### DIRECTIONS
Pull every line containing "where" from the data.

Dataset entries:
[Start of section]
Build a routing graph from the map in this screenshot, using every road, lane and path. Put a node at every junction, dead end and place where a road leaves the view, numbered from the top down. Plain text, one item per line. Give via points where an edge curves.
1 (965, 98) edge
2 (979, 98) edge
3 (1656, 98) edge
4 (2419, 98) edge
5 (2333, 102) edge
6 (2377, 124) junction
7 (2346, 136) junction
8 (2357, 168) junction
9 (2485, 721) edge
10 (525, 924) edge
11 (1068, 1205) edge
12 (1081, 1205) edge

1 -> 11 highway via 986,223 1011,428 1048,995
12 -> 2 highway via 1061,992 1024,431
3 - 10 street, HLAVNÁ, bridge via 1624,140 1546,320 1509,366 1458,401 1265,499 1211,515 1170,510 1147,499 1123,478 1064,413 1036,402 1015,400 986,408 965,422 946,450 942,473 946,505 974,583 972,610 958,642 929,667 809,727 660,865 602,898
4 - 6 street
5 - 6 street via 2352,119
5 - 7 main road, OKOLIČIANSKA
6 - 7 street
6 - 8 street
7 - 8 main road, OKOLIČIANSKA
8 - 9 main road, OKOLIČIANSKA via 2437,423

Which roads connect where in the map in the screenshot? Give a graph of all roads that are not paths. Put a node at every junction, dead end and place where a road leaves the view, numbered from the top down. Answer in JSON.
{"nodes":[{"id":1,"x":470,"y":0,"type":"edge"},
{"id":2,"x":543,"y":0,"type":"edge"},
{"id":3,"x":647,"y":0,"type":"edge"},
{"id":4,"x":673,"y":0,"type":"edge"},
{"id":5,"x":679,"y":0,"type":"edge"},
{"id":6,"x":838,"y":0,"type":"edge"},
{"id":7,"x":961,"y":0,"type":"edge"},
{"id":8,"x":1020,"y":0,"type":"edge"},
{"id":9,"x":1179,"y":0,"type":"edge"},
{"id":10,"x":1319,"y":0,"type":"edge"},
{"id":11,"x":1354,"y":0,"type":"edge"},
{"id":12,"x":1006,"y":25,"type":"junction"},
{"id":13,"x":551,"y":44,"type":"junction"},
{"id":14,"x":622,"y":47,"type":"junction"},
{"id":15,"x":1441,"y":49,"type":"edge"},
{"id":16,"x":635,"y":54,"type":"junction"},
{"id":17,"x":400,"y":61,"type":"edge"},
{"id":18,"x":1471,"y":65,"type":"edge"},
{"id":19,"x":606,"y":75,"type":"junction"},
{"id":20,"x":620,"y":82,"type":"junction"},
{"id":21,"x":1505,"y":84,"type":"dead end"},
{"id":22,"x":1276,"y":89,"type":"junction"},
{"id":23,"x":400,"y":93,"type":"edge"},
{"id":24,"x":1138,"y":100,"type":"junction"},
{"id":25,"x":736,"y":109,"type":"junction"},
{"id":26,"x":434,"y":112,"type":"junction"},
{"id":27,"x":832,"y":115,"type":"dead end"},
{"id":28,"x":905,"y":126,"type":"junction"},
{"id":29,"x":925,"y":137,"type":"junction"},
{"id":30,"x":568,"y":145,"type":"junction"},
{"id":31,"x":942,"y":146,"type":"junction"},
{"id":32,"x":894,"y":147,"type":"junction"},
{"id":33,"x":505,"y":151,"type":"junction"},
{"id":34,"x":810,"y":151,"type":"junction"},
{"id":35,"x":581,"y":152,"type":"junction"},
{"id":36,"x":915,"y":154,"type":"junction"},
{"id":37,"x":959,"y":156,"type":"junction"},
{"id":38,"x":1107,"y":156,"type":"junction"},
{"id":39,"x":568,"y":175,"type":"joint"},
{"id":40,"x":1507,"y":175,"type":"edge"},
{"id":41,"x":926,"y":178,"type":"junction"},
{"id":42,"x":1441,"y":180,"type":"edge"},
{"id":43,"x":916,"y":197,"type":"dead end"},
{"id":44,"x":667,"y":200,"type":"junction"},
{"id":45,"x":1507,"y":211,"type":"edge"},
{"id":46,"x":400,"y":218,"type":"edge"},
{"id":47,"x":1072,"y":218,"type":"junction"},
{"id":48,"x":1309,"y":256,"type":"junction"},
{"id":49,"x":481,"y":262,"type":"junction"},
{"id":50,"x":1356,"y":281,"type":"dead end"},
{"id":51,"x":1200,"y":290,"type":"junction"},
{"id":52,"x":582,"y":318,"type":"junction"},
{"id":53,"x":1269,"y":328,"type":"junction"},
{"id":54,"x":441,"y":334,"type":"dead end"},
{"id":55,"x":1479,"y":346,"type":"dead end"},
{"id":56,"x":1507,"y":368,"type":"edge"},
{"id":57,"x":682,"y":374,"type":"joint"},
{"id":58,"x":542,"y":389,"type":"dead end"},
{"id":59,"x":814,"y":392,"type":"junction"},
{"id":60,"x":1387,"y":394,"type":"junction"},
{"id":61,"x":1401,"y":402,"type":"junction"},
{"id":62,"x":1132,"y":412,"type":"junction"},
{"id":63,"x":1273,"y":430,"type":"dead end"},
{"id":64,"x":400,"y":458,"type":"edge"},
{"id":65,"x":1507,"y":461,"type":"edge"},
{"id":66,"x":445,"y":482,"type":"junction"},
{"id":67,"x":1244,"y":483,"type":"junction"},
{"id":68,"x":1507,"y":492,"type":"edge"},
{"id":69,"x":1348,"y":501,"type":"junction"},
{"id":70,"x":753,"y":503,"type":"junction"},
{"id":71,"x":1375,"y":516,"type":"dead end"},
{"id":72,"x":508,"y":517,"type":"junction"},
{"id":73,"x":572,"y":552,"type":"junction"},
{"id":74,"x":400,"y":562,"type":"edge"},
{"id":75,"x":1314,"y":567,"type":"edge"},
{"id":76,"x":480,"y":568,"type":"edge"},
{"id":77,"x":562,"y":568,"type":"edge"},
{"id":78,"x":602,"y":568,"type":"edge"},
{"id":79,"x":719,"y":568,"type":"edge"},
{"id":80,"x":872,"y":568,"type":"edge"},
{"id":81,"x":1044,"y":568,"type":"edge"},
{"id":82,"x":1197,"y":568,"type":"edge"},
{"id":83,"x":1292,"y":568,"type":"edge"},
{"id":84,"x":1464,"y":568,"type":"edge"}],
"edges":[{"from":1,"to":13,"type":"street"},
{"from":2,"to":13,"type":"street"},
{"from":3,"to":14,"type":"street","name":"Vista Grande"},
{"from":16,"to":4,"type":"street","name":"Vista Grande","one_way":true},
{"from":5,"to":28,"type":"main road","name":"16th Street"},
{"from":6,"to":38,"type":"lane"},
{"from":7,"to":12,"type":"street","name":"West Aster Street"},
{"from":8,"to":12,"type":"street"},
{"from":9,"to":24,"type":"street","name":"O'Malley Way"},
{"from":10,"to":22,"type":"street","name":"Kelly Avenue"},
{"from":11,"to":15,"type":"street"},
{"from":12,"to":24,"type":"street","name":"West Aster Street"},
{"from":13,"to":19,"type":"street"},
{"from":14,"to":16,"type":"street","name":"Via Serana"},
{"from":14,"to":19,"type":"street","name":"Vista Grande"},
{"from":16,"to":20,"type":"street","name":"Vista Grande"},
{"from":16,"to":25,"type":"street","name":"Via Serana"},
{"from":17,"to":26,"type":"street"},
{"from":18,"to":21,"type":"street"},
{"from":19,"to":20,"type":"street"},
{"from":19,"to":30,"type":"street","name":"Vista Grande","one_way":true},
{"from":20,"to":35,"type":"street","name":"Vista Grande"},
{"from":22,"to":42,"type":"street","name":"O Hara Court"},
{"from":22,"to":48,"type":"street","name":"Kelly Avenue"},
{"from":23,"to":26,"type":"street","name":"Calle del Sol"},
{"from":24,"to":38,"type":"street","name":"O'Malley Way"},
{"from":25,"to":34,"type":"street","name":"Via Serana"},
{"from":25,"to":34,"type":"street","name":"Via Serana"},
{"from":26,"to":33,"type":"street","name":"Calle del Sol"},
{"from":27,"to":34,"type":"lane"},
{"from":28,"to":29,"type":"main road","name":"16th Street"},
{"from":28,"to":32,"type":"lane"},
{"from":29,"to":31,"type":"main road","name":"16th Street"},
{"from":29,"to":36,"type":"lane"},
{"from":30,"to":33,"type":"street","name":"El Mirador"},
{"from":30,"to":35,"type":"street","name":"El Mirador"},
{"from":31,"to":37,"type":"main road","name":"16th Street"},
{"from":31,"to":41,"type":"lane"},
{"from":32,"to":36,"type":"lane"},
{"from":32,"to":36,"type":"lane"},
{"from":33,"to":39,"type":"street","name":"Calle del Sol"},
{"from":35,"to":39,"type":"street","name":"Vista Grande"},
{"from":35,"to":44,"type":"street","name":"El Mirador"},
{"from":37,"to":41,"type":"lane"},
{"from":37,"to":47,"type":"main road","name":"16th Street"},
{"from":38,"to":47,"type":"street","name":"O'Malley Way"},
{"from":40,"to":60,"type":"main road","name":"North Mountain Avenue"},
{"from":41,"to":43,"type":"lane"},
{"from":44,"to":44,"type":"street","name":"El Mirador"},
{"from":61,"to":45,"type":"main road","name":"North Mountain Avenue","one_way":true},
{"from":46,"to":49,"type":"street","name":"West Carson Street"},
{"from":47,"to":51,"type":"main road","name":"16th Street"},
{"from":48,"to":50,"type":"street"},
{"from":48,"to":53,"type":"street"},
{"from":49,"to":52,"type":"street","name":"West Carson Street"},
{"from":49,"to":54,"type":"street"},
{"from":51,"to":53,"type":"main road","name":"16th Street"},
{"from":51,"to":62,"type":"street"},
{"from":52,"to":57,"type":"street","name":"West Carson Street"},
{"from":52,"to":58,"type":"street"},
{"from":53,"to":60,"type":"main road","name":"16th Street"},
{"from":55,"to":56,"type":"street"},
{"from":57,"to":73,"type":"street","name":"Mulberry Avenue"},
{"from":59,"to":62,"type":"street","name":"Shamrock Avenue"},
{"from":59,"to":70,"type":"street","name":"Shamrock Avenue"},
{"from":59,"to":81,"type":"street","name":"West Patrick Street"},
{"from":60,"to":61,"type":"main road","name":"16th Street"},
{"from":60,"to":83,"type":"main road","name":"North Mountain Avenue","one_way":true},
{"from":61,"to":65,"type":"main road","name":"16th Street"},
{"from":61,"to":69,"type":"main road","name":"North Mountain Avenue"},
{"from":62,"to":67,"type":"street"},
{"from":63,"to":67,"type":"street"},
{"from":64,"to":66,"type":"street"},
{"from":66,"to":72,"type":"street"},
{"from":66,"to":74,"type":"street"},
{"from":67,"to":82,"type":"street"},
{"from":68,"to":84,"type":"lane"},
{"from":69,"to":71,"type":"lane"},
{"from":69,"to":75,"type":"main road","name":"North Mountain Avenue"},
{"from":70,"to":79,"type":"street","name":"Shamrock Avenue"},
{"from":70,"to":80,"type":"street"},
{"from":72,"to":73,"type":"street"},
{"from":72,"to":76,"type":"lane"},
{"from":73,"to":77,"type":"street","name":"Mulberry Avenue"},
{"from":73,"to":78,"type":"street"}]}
[End of section]
### WORKED SOLUTION
Build a routing graph from the map in this screenshot, using every road, lane and path. Put a node at every junction, dead end and place where a road leaves the view, numbered from the top down. Plain text, one item per line. Give via points where an edge curves.
Which roads connect where in the map in the screenshot? Give a graph of all roads that are not paths. Put a node at every junction, dead end and place where a road leaves the view, numbered from the top down. Answer in JSON.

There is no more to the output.